Dataset entries:
----
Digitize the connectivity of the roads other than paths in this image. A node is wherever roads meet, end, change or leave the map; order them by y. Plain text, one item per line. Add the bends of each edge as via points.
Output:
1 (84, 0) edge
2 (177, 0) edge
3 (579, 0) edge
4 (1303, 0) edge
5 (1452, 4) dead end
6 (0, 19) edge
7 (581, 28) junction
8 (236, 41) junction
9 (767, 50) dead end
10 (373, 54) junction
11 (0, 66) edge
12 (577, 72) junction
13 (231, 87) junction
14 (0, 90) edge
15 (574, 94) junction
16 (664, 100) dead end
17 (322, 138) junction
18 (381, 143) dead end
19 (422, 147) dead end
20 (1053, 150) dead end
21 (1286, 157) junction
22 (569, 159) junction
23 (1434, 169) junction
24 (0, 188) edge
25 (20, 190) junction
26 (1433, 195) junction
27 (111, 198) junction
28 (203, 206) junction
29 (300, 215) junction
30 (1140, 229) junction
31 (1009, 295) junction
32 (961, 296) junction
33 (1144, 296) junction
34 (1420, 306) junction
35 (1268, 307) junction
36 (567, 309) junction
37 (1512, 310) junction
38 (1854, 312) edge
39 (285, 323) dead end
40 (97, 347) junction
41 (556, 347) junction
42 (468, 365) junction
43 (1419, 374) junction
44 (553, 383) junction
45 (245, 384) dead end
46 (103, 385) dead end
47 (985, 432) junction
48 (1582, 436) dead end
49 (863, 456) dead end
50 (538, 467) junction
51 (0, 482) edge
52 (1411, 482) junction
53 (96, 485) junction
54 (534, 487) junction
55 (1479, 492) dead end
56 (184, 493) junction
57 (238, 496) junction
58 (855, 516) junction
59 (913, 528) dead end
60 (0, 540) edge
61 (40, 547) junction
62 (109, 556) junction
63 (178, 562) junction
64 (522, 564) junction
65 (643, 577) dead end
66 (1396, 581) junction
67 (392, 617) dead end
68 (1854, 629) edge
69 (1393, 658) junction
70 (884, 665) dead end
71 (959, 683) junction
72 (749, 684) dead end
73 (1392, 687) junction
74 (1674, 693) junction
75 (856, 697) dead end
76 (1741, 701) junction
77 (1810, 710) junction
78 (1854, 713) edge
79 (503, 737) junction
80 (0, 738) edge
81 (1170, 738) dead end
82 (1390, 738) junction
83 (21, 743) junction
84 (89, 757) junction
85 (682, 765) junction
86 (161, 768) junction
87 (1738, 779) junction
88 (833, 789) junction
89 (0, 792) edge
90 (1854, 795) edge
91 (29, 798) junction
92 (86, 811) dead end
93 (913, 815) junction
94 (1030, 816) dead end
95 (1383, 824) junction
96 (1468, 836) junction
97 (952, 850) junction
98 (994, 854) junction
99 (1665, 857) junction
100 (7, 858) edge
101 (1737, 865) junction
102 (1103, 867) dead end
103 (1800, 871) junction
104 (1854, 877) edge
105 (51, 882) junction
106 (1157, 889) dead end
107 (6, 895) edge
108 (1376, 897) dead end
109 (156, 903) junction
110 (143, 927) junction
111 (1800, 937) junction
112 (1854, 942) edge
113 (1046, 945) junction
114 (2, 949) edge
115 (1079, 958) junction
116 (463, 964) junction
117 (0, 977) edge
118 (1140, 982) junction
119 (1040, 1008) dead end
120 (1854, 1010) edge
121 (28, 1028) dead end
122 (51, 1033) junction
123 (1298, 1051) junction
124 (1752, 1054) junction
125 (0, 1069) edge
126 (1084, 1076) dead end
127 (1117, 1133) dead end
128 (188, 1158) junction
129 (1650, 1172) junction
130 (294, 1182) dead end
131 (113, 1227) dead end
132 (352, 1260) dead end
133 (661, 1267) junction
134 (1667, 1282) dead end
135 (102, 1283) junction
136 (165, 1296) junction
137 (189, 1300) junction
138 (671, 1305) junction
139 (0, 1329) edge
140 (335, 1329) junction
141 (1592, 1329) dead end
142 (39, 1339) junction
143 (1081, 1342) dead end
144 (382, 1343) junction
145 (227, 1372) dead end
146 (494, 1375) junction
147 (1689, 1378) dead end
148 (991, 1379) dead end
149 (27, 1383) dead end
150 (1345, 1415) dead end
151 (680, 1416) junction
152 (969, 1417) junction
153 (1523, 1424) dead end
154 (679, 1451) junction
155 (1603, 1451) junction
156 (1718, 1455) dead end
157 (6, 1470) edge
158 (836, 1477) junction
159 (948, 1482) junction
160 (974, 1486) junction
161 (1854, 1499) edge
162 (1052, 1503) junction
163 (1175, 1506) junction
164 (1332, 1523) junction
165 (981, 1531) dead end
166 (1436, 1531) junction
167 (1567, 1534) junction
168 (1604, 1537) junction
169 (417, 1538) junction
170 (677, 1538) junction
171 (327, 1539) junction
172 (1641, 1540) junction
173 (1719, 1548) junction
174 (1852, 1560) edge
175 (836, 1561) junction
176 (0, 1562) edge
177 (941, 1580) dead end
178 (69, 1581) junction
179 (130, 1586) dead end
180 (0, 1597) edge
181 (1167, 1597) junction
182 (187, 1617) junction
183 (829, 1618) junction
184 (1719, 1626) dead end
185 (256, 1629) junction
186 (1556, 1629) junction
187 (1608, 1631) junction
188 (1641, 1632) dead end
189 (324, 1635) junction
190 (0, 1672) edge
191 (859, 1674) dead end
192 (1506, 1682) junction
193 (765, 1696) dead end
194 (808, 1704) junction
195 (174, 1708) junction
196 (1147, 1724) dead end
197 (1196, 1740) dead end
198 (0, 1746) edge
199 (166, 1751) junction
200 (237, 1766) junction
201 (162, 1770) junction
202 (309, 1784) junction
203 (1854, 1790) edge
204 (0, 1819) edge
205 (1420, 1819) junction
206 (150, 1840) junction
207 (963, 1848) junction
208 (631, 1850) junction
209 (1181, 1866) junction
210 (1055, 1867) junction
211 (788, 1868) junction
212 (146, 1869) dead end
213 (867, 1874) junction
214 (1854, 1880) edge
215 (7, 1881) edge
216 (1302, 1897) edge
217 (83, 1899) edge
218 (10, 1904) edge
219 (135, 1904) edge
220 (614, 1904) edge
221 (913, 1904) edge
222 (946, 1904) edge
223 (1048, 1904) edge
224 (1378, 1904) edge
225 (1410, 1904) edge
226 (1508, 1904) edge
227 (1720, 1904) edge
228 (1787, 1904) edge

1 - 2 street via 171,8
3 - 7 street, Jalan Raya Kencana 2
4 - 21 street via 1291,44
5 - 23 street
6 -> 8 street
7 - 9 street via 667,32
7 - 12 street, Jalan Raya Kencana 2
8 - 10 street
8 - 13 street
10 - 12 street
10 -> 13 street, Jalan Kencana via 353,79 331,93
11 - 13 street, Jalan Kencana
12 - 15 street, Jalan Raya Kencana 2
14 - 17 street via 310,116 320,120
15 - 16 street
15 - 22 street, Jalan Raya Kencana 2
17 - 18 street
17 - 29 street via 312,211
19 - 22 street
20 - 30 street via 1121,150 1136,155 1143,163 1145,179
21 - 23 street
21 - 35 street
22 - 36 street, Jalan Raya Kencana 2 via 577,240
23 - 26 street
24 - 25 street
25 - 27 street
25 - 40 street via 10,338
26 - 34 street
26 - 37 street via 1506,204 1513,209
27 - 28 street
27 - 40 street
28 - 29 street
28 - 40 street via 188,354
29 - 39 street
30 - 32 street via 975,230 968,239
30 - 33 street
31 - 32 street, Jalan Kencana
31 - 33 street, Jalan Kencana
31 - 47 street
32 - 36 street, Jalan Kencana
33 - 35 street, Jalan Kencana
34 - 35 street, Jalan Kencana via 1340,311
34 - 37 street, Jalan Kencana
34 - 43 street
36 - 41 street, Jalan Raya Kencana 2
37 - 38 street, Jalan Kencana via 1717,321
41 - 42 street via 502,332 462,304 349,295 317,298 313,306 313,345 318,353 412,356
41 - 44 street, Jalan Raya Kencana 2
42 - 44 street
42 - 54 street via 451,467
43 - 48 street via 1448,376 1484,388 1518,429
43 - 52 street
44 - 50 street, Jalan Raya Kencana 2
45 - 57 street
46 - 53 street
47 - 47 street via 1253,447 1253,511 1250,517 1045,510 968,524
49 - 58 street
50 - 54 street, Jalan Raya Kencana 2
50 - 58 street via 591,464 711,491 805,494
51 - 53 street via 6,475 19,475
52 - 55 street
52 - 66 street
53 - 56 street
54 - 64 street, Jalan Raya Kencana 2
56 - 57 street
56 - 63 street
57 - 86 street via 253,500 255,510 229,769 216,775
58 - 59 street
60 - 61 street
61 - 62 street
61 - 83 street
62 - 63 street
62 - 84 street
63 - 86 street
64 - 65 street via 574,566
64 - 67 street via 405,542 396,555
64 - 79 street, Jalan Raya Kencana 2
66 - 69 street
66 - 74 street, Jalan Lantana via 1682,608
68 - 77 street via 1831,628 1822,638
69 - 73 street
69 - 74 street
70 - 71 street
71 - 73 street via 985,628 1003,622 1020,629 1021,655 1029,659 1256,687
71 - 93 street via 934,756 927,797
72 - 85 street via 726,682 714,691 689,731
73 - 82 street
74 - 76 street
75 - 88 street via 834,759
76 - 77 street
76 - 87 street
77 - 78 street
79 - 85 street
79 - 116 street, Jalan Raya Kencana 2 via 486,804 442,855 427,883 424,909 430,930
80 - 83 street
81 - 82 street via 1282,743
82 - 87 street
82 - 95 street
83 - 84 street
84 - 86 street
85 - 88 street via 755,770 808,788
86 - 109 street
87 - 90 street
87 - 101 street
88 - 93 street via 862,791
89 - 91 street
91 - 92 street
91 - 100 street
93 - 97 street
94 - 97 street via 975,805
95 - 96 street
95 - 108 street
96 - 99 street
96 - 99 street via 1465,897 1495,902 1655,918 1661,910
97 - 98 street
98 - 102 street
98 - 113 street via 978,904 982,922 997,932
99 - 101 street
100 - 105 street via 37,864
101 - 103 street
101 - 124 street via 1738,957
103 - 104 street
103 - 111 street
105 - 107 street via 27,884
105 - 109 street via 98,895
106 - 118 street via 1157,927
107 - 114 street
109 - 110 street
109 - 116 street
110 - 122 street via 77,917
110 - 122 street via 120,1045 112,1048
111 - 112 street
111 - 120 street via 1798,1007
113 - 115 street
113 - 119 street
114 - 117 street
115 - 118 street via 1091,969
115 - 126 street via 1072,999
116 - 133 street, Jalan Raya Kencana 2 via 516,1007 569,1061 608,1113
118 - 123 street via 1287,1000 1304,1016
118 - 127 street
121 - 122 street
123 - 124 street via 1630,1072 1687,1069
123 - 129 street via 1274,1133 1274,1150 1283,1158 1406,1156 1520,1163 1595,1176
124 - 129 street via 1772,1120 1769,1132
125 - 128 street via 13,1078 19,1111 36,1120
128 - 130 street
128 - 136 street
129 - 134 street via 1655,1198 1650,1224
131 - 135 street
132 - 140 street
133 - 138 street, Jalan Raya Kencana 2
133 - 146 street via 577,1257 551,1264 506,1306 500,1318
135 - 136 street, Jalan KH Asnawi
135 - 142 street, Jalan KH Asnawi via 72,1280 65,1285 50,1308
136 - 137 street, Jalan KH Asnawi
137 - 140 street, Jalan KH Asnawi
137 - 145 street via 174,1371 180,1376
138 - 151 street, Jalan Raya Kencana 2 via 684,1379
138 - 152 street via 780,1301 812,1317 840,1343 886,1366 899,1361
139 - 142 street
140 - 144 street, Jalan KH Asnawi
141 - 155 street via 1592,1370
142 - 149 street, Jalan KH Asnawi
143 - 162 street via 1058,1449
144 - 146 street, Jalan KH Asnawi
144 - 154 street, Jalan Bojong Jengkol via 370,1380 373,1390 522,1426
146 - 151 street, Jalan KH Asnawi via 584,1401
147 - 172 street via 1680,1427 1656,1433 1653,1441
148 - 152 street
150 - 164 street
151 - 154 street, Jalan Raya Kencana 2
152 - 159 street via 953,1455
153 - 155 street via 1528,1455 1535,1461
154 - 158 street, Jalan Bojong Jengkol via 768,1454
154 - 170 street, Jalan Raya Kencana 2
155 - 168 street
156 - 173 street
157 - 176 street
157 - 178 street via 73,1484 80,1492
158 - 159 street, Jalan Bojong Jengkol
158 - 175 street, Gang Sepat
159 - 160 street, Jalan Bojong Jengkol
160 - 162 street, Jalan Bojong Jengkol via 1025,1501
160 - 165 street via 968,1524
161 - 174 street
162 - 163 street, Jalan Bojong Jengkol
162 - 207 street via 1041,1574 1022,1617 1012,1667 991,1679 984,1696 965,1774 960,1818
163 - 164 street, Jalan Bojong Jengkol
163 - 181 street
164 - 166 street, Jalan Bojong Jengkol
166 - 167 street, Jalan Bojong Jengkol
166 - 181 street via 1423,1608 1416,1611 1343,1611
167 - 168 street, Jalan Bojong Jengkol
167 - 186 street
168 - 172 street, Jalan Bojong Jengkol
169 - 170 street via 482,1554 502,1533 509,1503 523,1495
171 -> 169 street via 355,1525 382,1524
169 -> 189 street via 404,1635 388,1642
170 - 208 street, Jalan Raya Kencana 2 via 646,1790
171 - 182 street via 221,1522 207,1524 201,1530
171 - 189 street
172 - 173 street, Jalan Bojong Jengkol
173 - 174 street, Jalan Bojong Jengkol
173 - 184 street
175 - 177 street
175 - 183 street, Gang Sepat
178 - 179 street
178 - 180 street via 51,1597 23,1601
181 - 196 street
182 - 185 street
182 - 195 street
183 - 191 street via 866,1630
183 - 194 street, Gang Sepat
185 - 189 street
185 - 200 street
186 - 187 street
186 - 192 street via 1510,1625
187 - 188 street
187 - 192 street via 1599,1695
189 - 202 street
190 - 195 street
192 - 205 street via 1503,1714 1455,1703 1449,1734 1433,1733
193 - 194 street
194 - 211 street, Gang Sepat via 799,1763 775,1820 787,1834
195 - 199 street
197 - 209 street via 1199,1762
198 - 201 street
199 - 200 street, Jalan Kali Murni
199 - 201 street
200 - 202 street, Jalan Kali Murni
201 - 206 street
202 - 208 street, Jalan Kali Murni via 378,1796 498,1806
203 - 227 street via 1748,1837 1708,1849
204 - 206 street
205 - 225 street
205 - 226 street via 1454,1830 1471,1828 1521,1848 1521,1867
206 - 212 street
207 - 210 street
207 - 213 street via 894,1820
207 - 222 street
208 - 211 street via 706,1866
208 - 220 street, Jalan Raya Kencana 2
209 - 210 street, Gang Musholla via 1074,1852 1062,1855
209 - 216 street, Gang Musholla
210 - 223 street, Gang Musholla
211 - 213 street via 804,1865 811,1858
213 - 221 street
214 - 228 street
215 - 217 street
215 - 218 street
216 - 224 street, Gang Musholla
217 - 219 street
----
How to complete this task: Pull out all lines of the data with the string "Sepat".

Written response:
158 - 175 street, Gang Sepat
175 - 183 street, Gang Sepat
183 - 194 street, Gang Sepat
194 - 211 street, Gang Sepat via 799,1763 775,1820 787,1834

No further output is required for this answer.